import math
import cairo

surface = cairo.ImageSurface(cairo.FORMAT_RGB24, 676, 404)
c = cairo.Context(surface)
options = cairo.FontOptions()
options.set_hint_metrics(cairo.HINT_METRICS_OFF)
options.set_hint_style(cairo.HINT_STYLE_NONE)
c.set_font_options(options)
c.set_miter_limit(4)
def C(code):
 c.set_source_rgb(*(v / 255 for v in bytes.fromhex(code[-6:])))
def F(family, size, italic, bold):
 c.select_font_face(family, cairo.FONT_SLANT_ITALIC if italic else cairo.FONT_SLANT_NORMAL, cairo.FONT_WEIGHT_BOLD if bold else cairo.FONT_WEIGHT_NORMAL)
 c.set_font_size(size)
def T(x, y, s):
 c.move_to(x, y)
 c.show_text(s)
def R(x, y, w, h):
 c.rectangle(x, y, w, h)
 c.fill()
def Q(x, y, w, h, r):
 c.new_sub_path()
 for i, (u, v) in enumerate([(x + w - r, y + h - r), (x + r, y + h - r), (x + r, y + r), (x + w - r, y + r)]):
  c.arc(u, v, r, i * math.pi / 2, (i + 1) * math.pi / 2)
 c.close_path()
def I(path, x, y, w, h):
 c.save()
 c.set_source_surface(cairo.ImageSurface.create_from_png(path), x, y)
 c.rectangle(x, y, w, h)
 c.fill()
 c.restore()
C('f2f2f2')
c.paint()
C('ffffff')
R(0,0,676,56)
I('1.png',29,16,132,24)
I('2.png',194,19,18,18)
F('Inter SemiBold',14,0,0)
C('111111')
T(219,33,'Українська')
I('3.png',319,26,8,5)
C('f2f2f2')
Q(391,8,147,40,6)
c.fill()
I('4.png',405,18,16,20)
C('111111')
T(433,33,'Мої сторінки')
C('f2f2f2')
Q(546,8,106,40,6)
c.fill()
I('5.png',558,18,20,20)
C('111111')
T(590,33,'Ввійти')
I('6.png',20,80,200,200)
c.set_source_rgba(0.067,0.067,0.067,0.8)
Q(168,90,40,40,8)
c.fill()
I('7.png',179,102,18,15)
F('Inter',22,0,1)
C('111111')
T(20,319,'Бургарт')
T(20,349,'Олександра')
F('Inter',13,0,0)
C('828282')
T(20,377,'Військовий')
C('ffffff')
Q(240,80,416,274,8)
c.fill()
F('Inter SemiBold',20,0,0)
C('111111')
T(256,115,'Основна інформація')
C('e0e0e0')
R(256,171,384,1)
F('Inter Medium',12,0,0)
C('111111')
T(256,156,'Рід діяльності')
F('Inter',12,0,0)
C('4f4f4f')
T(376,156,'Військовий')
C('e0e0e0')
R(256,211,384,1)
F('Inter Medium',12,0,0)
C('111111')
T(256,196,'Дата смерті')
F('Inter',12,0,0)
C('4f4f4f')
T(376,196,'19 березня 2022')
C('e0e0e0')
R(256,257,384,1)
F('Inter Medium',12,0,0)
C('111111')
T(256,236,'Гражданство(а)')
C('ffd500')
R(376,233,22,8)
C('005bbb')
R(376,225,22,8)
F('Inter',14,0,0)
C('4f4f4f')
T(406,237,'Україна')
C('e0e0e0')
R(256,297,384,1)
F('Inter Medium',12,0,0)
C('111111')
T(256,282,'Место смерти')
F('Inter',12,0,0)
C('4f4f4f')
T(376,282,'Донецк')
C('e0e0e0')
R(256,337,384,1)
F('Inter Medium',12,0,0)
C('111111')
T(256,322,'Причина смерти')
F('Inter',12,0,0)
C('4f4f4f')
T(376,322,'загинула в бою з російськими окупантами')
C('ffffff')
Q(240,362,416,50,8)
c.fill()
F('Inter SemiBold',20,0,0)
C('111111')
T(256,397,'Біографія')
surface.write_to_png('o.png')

• _What this task involves_
Extract each line holding the word "ImageSurface" from the records.

• _Answer below_
surface = cairo.ImageSurface(cairo.FORMAT_RGB24, 676, 404)
 c.set_source_surface(cairo.ImageSurface.create_from_png(path), x, y)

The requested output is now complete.